EXERCISE INSTRUCTIONS: Answer with one number: the count of lines in the listing below that hold the word "edges".

*** Block opens ***

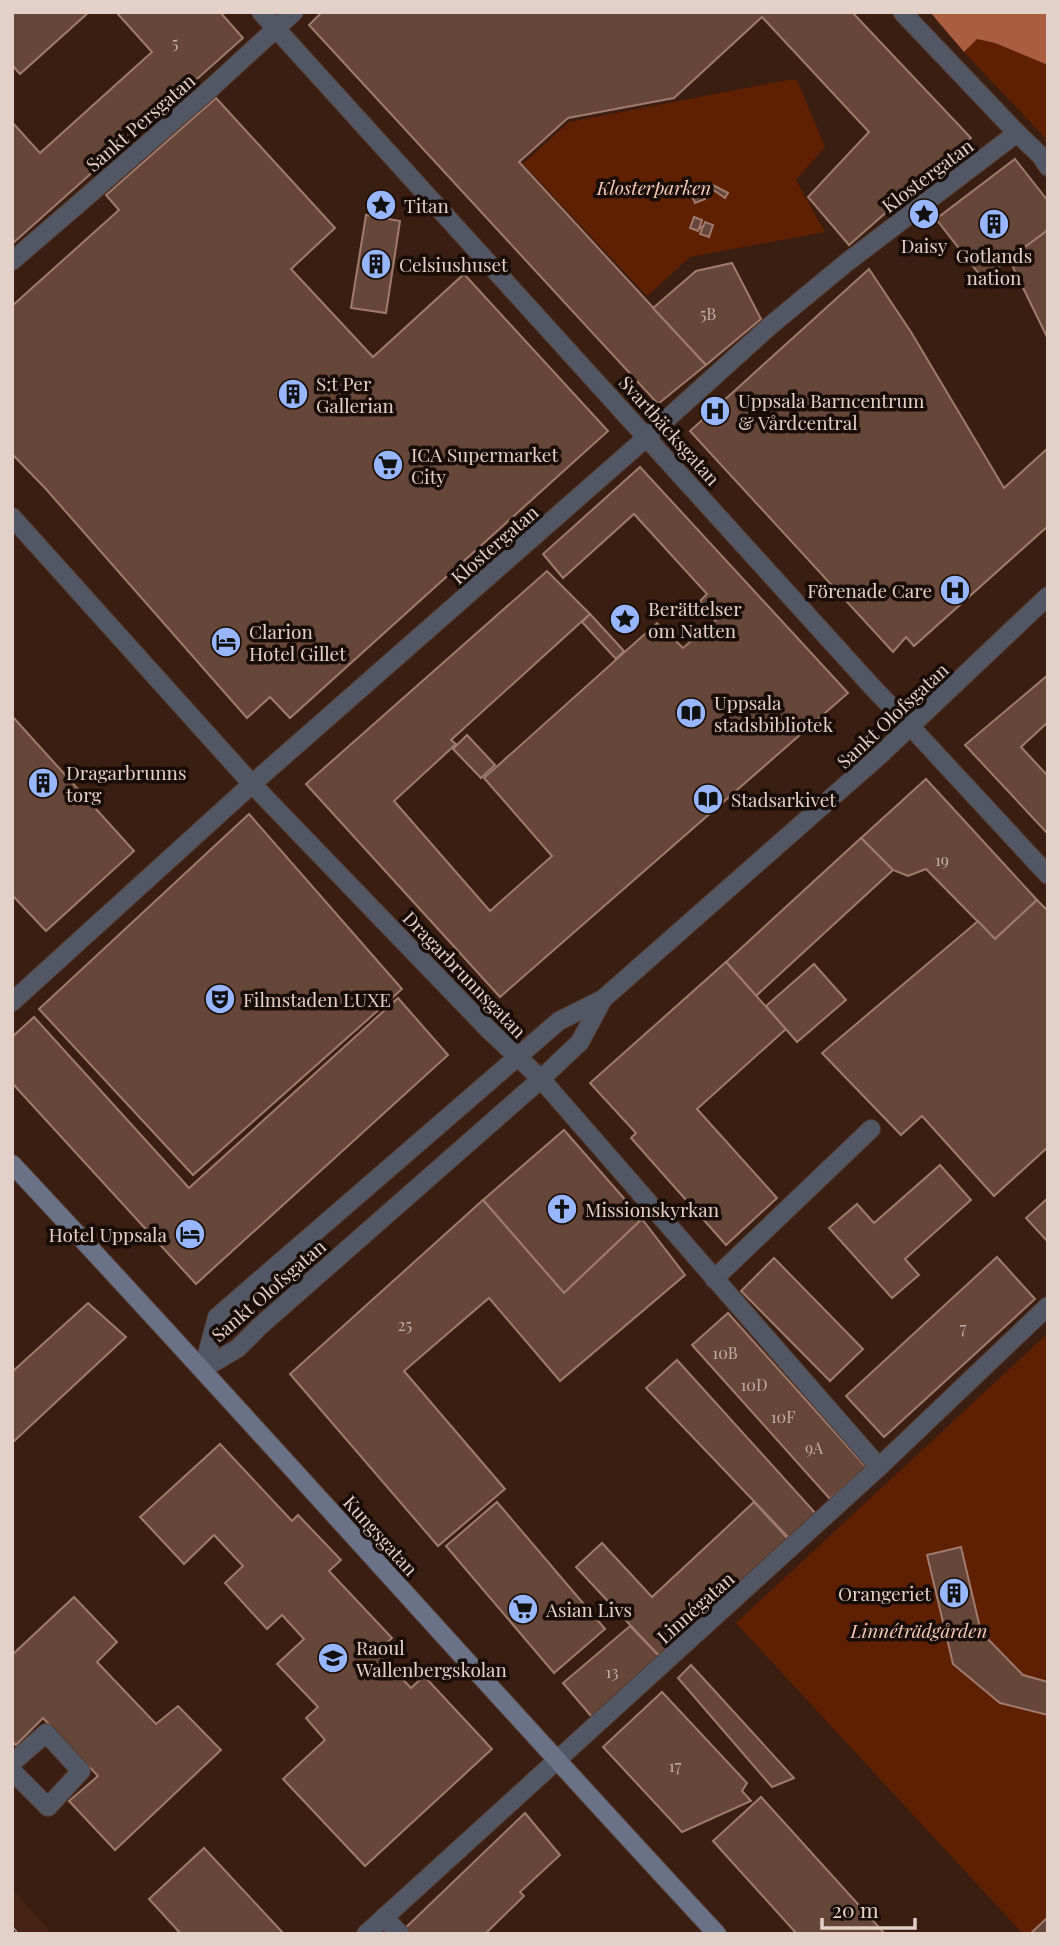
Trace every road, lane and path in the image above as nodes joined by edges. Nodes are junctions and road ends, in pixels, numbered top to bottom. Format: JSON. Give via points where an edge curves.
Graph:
{"nodes":[{"id":1,"x":261,"y":12,"type":"edge"},
{"id":2,"x":294,"y":12,"type":"edge"},
{"id":3,"x":902,"y":12,"type":"edge"},
{"id":4,"x":276,"y":29,"type":"junction"},
{"id":5,"x":1017,"y":133,"type":"junction"},
{"id":6,"x":1048,"y":166,"type":"edge"},
{"id":7,"x":12,"y":261,"type":"edge"},
{"id":8,"x":648,"y":437,"type":"junction"},
{"id":9,"x":12,"y":517,"type":"edge"},
{"id":10,"x":1048,"y":596,"type":"edge"},
{"id":11,"x":911,"y":727,"type":"junction"},
{"id":12,"x":252,"y":784,"type":"junction"},
{"id":13,"x":1048,"y":875,"type":"edge"},
{"id":14,"x":603,"y":999,"type":"junction"},
{"id":15,"x":12,"y":1002,"type":"edge"},
{"id":16,"x":517,"y":1058,"type":"junction"},
{"id":17,"x":541,"y":1079,"type":"junction"},
{"id":18,"x":871,"y":1129,"type":"dead end"},
{"id":19,"x":12,"y":1164,"type":"edge"},
{"id":20,"x":714,"y":1279,"type":"junction"},
{"id":21,"x":1048,"y":1306,"type":"edge"},
{"id":22,"x":203,"y":1369,"type":"junction"},
{"id":23,"x":879,"y":1467,"type":"junction"},
{"id":24,"x":556,"y":1761,"type":"junction"},
{"id":25,"x":12,"y":1763,"type":"edge"},
{"id":26,"x":12,"y":1771,"type":"edge"},
{"id":27,"x":384,"y":1917,"type":"junction"},
{"id":28,"x":366,"y":1934,"type":"edge"},
{"id":29,"x":400,"y":1934,"type":"edge"},
{"id":30,"x":717,"y":1934,"type":"edge"}],
"edges":[{"from":1,"to":4,"type":"street","name":"Svartbäcksgatan"},
{"from":2,"to":4,"type":"street","name":"Sankt Persgatan"},
{"from":3,"to":5,"type":"street"},
{"from":4,"to":7,"type":"street","name":"Sankt Persgatan"},
{"from":4,"to":8,"type":"street","name":"Svartbäcksgatan"},
{"from":5,"to":6,"type":"street"},
{"from":5,"to":8,"type":"street","name":"Klostergatan","via":[[781,316]]},
{"from":8,"to":11,"type":"street","name":"Svartbäcksgatan"},
{"from":8,"to":12,"type":"street","name":"Klostergatan"},
{"from":9,"to":12,"type":"street","name":"Dragarbrunnsgatan"},
{"from":10,"to":11,"type":"street","name":"Sankt Olofsgatan"},
{"from":11,"to":13,"type":"street","name":"Svartbäcksgatan"},
{"from":11,"to":14,"type":"street","name":"Sankt Olofsgatan"},
{"from":12,"to":15,"type":"street","name":"Klostergatan"},
{"from":12,"to":16,"type":"street","name":"Dragarbrunnsgatan"},
{"from":14,"to":16,"type":"street","name":"Sankt Olofsgatan","via":[[559,1021]]},
{"from":14,"to":17,"type":"street","name":"Sankt Olofsgatan","via":[[580,1042]]},
{"from":16,"to":17,"type":"street","name":"Dragarbrunnsgatan"},
{"from":16,"to":22,"type":"street","name":"Sankt Olofsgatan","via":[[218,1317]]},
{"from":17,"to":20,"type":"street","name":"Dragarbrunnsgatan"},
{"from":17,"to":22,"type":"street","name":"Sankt Olofsgatan","via":[[238,1348]]},
{"from":18,"to":20,"type":"street"},
{"from":19,"to":22,"type":"main road","name":"Kungsgatan"},
{"from":20,"to":23,"type":"street","name":"Dragarbrunnsgatan"},
{"from":21,"to":23,"type":"street","name":"Linnégatan"},
{"from":22,"to":24,"type":"main road","name":"Kungsgatan"},
{"from":23,"to":24,"type":"street","name":"Linnégatan"},
{"from":24,"to":27,"type":"street","name":"Linnégatan"},
{"from":24,"to":30,"type":"main road","name":"Kungsgatan"},
{"from":25,"to":26,"type":"street","via":[[46,1733],[81,1771],[48,1807]]},
{"from":27,"to":28,"type":"street","name":"Linnégatan"},
{"from":27,"to":29,"type":"street"}]}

*** Block closes ***

EXERCISE RESPONSE: 2